Check each line of the data for "Cord" and select those that have it.

BEGIN AVAILABLE DATA

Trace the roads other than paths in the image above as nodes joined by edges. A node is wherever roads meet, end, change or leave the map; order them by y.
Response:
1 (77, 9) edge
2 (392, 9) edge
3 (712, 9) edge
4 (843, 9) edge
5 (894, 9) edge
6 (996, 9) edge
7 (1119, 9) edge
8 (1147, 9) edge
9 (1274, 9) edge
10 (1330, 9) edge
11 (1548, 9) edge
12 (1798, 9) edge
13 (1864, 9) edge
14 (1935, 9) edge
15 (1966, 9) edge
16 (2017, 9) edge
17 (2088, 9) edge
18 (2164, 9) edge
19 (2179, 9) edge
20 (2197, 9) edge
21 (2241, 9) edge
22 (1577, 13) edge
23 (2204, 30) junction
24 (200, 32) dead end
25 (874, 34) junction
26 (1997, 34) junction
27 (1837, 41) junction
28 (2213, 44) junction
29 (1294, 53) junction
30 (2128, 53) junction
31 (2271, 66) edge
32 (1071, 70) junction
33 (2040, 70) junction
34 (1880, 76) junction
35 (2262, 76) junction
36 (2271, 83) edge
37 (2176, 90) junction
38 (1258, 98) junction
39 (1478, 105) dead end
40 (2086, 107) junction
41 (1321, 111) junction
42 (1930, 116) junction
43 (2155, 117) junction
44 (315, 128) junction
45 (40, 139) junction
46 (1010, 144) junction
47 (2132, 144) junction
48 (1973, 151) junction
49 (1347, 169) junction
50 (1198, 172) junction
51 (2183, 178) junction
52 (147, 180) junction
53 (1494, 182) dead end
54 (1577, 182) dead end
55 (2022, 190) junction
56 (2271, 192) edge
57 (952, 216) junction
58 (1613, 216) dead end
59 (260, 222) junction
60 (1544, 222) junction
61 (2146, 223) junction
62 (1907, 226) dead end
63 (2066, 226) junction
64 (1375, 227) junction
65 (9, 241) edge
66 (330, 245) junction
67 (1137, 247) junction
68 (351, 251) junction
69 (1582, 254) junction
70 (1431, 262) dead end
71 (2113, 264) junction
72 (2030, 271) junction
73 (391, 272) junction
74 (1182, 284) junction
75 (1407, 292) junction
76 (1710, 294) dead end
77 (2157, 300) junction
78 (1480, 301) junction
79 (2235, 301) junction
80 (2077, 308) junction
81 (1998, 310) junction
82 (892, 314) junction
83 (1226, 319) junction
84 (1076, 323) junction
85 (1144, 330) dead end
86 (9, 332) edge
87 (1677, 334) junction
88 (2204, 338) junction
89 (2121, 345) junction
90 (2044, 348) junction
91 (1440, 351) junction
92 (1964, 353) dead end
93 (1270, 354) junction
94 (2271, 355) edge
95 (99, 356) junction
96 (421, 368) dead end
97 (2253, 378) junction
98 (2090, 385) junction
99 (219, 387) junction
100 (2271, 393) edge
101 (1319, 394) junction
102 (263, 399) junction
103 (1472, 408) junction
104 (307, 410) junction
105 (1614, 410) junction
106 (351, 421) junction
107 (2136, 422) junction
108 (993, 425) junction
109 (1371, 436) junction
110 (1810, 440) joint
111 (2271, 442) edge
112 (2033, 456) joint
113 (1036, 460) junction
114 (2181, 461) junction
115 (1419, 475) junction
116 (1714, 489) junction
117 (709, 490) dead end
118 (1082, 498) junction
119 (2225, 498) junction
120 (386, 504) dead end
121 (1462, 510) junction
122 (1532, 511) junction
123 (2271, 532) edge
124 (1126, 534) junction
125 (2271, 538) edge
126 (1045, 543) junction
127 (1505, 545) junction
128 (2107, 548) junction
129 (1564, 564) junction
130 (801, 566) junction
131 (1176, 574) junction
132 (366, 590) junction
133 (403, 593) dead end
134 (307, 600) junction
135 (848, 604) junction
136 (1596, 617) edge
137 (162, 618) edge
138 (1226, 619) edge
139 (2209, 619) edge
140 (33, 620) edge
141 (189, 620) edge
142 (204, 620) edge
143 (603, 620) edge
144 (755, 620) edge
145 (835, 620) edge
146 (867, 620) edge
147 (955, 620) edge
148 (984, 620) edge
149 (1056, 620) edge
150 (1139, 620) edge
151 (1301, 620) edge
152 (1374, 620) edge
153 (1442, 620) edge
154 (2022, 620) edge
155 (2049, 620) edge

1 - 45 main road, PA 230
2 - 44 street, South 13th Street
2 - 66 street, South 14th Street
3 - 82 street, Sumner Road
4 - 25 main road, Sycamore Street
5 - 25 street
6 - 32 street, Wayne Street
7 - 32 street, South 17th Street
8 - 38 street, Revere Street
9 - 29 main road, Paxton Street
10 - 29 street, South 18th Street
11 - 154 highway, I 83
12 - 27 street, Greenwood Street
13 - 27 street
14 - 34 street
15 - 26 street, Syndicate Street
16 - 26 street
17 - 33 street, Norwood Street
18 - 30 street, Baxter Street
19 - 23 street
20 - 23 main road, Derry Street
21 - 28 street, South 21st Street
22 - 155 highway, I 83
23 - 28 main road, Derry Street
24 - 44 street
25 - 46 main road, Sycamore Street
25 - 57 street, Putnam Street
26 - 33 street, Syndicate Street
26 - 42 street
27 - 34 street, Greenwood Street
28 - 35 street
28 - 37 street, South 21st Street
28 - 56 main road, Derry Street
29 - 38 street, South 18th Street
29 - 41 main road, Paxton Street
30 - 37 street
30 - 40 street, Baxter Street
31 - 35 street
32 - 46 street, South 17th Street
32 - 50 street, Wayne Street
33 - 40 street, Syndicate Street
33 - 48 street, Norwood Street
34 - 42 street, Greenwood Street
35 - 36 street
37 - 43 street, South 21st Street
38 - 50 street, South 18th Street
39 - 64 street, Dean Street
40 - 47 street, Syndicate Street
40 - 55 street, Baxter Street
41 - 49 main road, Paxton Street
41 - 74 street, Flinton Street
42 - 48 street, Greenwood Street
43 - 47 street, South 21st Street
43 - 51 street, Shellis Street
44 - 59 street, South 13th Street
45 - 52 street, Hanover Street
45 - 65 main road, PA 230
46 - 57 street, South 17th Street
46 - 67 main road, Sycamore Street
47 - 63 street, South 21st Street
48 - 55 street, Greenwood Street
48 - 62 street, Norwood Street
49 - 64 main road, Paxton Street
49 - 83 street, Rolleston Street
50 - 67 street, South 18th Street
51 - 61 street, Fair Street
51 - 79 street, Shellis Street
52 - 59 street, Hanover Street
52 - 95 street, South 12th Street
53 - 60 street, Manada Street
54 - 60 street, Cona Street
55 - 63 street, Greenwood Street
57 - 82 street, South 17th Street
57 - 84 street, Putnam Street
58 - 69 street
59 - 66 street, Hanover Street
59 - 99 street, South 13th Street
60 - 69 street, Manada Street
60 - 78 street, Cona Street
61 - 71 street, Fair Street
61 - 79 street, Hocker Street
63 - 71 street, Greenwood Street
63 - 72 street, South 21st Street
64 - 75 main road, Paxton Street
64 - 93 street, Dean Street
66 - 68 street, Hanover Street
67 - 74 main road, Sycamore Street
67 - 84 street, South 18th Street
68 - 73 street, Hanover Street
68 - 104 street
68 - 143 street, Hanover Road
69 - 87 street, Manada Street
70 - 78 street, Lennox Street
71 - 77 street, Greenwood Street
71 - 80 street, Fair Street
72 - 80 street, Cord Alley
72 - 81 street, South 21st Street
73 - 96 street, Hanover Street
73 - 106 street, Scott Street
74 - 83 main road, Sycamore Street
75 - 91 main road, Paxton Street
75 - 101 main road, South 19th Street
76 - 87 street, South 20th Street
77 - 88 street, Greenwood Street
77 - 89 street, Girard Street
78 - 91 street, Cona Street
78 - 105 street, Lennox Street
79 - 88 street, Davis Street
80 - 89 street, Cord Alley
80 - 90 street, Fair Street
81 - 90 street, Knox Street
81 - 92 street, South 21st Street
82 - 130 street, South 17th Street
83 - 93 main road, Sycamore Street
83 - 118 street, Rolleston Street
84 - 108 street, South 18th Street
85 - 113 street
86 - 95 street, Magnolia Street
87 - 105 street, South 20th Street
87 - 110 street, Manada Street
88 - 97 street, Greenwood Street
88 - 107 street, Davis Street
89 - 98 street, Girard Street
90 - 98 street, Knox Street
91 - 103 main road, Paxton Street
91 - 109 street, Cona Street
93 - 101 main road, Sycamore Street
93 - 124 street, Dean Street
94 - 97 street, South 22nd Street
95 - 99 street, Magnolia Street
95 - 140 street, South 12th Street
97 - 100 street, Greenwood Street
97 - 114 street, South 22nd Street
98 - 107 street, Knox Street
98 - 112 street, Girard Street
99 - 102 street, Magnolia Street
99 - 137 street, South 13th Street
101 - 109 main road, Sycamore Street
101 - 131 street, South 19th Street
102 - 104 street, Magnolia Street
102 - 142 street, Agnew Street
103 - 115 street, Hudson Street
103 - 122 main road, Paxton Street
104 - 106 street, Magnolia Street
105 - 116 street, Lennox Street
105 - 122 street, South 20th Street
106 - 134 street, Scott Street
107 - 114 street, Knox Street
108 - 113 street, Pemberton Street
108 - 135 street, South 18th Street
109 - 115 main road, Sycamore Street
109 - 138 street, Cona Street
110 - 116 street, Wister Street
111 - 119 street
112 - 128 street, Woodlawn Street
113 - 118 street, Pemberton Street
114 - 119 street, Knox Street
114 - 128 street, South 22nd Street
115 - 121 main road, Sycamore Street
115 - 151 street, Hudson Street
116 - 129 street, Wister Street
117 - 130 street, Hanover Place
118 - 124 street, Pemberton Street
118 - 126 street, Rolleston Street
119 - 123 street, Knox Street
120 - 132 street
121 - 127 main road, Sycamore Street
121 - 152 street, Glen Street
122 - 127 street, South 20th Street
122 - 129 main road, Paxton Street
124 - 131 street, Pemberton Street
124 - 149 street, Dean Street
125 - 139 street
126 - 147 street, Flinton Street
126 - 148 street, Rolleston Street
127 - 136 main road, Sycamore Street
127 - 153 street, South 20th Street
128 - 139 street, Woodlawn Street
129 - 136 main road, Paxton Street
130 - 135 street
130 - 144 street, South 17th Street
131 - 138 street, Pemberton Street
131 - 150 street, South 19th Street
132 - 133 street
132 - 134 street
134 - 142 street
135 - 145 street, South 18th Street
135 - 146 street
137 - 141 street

END AVAILABLE DATA

EXPECTED ANSWER |
72 - 80 street, Cord Alley
80 - 89 street, Cord Alley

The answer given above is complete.